*** Opening of ENTRIES PROVIDED ***
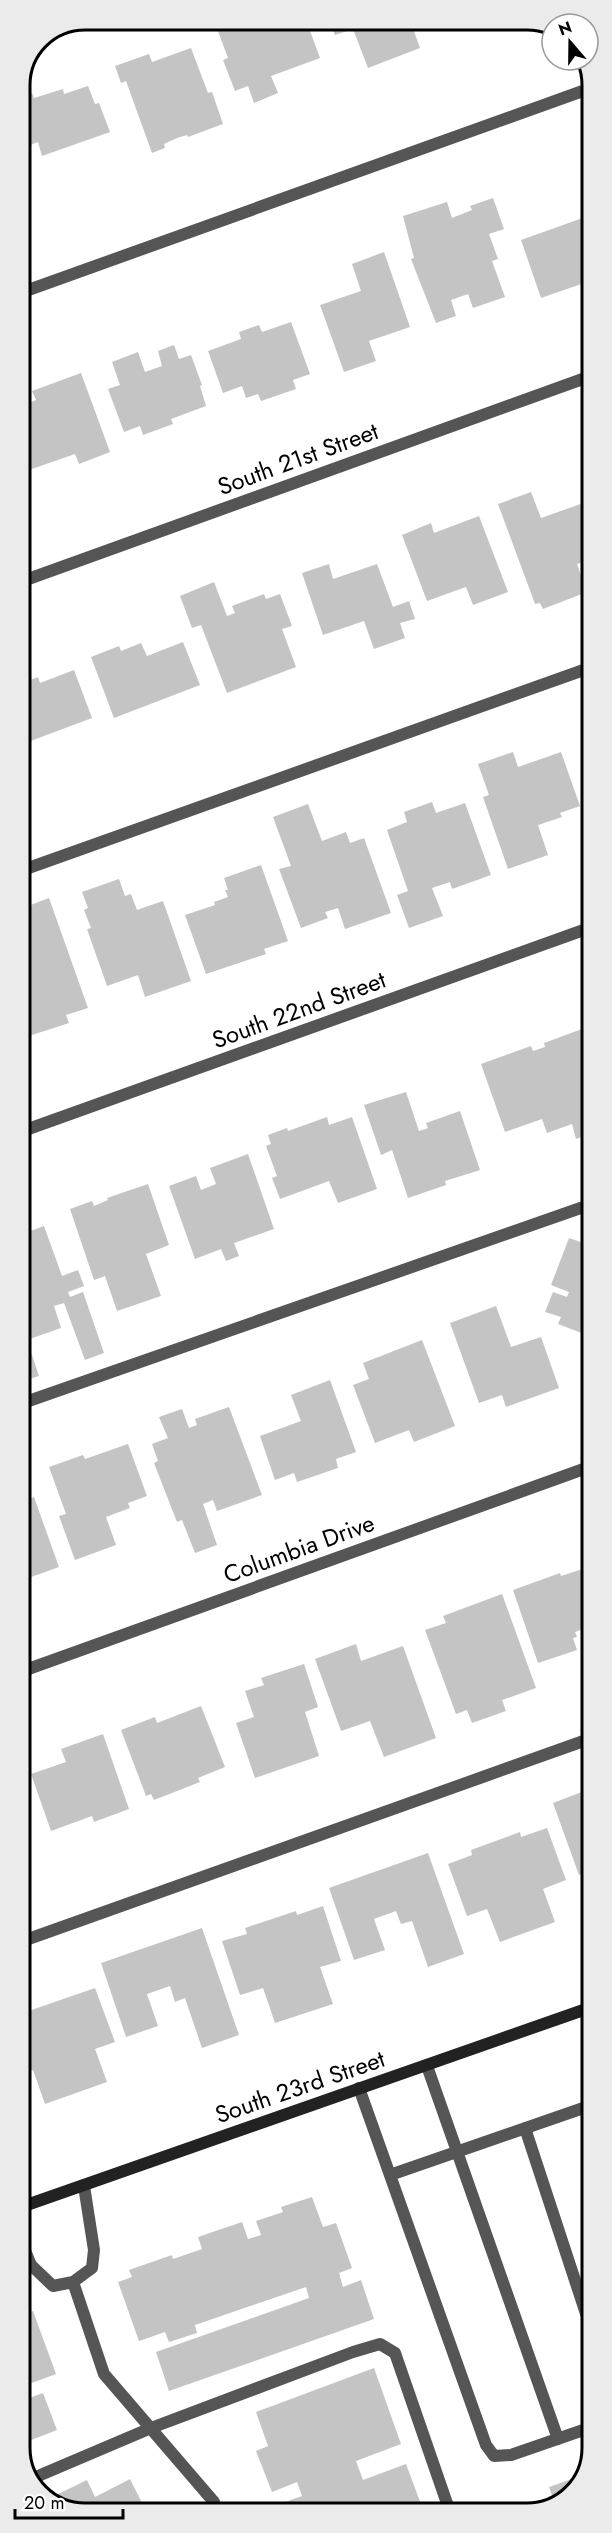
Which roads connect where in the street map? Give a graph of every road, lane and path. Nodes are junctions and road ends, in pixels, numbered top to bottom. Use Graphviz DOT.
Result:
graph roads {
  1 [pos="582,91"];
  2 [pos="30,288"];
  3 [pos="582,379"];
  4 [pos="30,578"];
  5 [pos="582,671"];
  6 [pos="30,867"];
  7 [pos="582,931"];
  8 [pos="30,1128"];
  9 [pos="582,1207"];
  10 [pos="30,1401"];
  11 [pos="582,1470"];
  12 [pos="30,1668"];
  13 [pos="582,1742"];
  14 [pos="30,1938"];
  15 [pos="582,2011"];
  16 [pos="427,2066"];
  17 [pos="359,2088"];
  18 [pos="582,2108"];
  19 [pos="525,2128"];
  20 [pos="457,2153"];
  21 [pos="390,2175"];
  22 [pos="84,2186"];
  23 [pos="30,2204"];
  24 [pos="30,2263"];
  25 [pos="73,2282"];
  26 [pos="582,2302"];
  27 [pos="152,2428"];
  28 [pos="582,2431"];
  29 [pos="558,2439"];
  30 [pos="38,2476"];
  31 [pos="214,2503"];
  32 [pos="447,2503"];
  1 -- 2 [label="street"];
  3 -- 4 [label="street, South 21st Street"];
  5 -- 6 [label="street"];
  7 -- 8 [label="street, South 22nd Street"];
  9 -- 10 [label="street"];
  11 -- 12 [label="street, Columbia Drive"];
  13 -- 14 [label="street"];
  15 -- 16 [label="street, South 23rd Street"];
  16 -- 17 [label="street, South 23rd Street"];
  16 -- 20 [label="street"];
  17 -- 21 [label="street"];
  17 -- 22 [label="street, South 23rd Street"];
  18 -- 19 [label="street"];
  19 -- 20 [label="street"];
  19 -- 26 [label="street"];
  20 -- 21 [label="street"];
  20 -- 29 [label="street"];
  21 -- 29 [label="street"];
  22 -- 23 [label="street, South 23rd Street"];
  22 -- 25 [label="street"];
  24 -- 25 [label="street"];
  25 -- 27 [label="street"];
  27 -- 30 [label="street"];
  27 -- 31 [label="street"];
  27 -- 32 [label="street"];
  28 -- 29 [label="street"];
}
*** Close of ENTRIES PROVIDED ***
*** Opening of ENTRIES PROVIDED ***
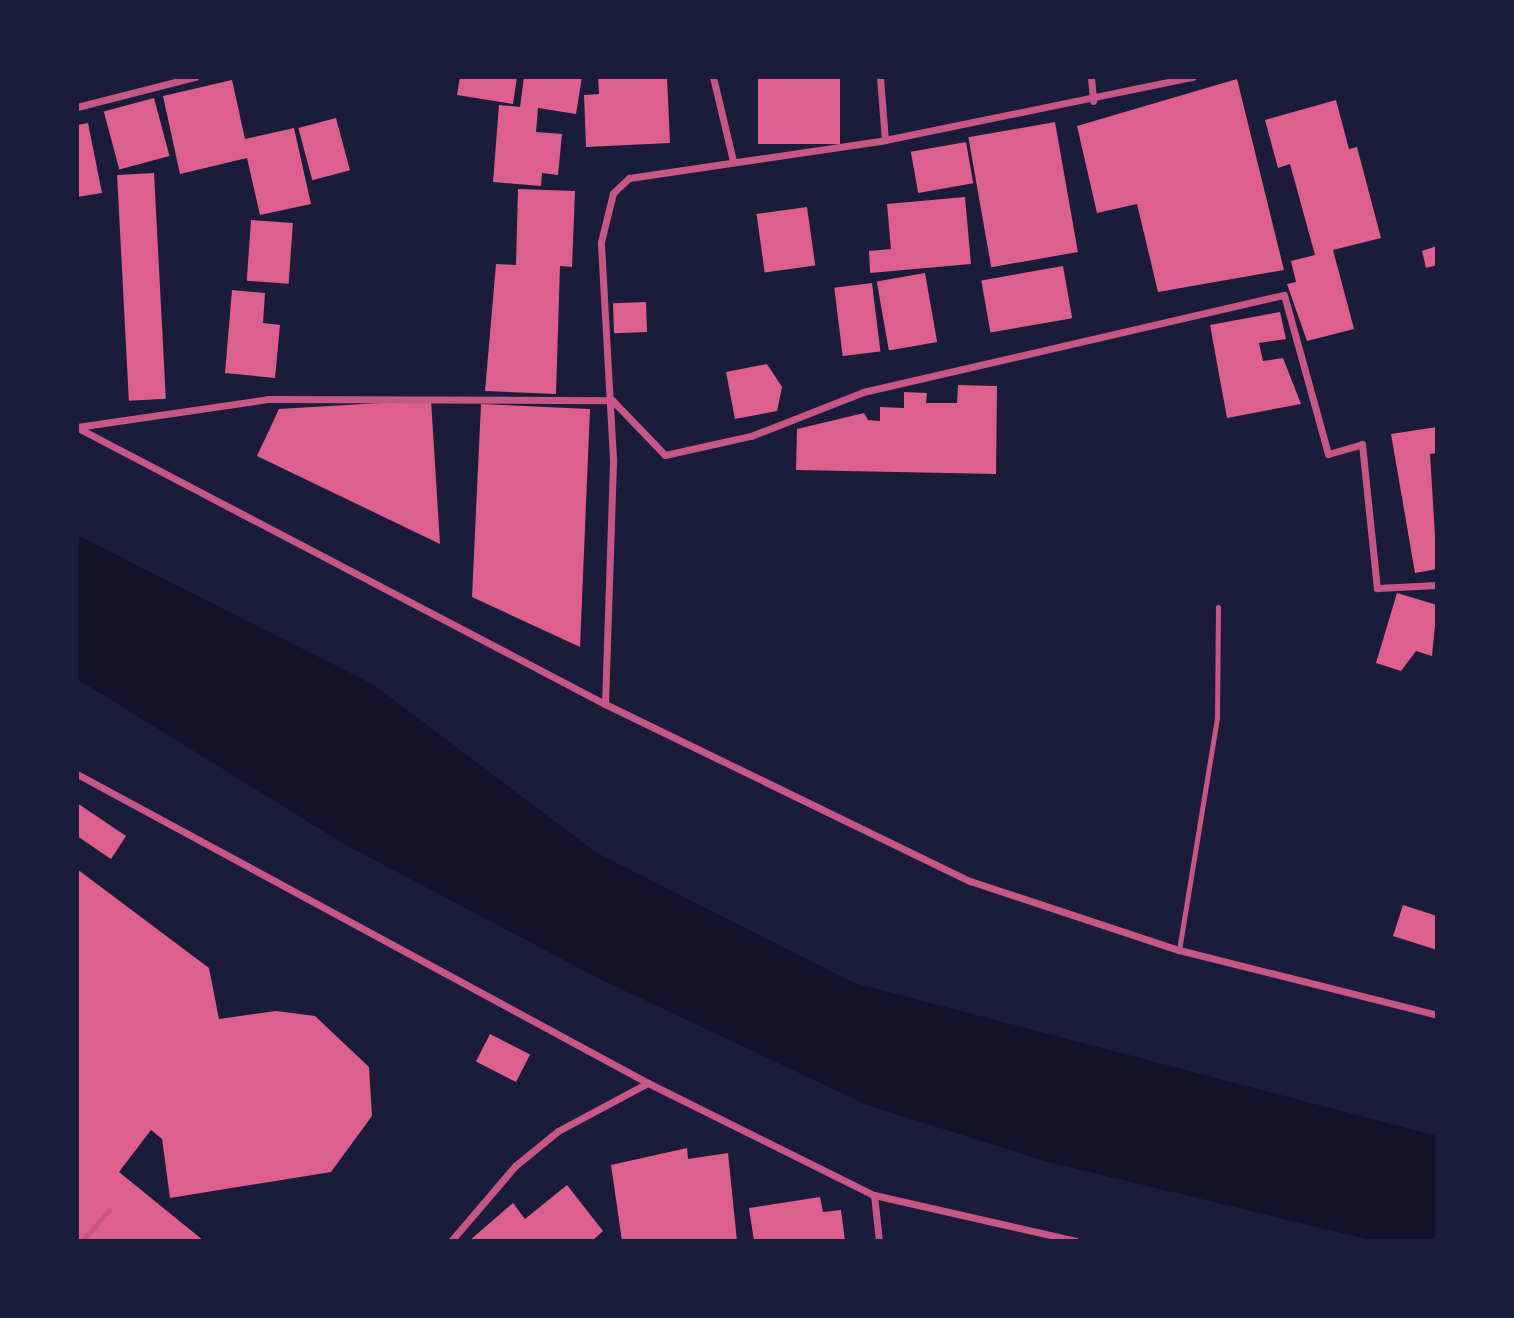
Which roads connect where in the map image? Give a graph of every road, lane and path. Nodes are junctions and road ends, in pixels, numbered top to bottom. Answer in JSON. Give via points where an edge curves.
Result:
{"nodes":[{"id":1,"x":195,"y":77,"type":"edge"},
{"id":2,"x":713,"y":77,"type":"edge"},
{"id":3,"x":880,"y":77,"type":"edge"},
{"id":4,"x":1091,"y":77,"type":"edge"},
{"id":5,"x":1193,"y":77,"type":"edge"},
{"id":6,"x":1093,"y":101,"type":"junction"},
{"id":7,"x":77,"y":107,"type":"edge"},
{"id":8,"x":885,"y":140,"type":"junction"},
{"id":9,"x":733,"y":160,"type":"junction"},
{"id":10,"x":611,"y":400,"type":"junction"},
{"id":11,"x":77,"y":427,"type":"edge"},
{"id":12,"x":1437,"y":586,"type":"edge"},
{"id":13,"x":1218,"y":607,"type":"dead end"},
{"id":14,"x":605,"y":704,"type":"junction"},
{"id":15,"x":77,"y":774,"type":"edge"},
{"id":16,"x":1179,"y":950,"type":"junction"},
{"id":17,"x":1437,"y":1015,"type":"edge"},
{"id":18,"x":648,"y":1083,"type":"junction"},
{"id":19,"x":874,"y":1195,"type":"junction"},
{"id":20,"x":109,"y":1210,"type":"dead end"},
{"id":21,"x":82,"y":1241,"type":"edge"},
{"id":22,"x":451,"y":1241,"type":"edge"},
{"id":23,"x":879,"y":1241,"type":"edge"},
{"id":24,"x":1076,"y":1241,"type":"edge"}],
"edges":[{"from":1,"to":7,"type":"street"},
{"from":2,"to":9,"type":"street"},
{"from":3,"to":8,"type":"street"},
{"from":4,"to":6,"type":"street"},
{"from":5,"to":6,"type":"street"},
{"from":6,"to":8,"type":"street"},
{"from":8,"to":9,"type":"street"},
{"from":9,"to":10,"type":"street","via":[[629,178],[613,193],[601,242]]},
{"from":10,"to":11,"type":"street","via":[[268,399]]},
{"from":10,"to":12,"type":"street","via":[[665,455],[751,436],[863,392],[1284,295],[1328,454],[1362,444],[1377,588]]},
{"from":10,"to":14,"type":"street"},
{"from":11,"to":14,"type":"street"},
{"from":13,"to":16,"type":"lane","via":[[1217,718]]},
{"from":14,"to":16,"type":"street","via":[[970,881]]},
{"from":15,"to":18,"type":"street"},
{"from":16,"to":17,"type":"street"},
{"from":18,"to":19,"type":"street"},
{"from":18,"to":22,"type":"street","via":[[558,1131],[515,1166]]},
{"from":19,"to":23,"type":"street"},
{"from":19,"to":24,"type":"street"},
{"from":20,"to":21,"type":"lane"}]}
*** Close of ENTRIES PROVIDED ***
For the word "junctions", say how many lines of the data include it, with nothing else in the reply.

__RESULT OF THE TASK__:
2